Saved data entries:
----

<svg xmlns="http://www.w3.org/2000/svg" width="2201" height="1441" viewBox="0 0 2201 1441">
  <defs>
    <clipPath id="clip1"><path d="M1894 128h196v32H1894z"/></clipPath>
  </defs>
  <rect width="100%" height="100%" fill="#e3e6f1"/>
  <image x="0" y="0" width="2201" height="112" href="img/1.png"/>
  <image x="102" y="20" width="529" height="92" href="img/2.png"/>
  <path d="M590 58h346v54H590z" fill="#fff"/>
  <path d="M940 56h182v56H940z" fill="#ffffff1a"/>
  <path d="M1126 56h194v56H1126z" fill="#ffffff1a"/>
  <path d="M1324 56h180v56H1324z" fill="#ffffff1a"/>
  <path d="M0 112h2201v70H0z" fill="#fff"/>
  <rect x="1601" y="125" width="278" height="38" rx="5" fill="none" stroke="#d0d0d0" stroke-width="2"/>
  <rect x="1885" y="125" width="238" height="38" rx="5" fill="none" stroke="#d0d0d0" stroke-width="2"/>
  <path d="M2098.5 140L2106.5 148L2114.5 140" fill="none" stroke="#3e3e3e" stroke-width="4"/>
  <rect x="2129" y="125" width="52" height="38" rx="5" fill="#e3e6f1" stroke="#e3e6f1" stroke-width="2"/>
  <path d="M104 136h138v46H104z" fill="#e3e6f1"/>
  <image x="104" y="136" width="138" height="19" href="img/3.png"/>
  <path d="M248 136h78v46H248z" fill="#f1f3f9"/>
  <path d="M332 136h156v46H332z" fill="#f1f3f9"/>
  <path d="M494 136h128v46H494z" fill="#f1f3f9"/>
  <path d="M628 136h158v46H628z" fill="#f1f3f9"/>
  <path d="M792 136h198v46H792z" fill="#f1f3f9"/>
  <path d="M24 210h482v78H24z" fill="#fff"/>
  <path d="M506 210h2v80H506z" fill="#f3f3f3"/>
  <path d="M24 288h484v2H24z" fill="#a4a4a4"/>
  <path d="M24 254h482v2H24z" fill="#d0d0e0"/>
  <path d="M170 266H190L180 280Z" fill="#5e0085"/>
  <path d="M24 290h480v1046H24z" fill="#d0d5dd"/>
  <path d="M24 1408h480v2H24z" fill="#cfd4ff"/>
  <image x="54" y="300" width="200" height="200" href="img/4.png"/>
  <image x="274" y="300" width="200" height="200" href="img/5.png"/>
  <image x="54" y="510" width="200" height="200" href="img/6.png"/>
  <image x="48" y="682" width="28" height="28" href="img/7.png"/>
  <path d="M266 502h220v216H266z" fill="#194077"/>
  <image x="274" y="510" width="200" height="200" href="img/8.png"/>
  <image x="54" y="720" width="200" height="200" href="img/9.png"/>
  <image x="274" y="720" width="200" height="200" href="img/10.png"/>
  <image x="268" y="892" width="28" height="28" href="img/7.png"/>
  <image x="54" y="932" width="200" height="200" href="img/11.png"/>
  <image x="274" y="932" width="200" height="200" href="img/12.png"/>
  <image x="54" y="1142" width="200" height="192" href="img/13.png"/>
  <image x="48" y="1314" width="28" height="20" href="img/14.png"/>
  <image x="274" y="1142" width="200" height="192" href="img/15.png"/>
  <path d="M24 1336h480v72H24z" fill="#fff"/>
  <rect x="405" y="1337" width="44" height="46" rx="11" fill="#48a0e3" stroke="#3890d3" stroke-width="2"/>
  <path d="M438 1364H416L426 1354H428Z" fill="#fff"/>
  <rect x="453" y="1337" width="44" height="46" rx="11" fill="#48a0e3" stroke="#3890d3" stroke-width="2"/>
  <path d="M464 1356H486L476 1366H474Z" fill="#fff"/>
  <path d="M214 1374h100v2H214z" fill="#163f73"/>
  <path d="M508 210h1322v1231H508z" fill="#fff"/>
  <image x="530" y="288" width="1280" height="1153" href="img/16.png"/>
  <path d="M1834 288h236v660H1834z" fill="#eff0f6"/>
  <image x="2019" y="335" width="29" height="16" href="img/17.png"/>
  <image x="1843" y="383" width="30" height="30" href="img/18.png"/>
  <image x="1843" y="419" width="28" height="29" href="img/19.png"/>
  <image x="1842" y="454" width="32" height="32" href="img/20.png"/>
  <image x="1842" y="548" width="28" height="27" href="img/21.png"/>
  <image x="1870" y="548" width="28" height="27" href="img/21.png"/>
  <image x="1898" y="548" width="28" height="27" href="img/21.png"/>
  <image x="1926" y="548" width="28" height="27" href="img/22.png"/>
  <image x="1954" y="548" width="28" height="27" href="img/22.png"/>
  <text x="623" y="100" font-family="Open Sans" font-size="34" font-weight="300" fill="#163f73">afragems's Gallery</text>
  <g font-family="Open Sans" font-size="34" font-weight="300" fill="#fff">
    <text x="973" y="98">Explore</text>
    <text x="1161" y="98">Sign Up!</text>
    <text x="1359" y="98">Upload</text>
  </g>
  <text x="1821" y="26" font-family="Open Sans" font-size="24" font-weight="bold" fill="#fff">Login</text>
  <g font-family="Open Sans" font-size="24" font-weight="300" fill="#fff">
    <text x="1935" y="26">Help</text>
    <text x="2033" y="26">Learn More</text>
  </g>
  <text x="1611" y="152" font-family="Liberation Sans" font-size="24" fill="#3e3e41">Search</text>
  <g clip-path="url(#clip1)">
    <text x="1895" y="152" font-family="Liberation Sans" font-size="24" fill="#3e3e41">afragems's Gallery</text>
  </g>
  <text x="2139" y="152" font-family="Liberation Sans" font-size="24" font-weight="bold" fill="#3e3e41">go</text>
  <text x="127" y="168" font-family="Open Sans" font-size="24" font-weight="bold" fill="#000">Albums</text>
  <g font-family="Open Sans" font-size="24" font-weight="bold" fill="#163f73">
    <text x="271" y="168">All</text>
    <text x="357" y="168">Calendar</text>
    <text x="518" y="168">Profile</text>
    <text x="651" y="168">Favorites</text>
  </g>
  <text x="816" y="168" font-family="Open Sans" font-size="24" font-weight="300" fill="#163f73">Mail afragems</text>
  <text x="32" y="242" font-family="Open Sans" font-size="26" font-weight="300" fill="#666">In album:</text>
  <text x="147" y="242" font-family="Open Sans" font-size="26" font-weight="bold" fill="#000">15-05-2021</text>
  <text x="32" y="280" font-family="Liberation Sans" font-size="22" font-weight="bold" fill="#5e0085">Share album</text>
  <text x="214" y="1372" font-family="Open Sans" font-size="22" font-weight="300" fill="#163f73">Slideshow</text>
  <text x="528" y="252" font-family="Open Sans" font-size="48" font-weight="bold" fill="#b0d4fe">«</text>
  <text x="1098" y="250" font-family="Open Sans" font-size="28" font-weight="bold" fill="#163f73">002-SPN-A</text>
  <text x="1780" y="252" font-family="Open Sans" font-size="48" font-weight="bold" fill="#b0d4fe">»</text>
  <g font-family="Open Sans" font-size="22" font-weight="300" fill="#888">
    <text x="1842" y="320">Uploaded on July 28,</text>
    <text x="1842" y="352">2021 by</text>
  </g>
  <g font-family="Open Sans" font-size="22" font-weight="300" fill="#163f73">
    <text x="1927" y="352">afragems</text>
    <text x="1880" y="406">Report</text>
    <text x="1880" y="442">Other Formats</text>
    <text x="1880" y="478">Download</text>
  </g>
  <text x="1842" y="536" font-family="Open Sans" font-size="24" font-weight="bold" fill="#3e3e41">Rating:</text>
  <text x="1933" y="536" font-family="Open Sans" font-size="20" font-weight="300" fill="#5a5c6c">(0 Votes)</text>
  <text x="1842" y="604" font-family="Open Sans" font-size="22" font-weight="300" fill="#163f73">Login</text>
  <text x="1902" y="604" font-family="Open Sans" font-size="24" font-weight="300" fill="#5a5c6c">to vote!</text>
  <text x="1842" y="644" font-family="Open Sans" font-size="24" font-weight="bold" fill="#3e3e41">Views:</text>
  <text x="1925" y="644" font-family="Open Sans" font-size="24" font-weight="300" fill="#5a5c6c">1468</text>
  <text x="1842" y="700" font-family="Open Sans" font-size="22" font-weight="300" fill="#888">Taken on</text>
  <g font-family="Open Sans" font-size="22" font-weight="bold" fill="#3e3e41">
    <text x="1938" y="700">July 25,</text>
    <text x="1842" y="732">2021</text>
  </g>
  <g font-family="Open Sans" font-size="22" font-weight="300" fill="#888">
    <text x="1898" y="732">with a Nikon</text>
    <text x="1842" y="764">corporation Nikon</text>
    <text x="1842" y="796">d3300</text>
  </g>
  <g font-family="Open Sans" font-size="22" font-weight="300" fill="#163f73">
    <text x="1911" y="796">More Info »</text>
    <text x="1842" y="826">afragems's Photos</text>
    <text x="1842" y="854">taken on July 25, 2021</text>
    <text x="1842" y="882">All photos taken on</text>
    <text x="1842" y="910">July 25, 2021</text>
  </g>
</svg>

----

EXERCISE DIRECTIONS:
In the entries above, how many lines hold the word "Login"? Answer with the number only.

RESPONSE TO THIS EXERCISE:
2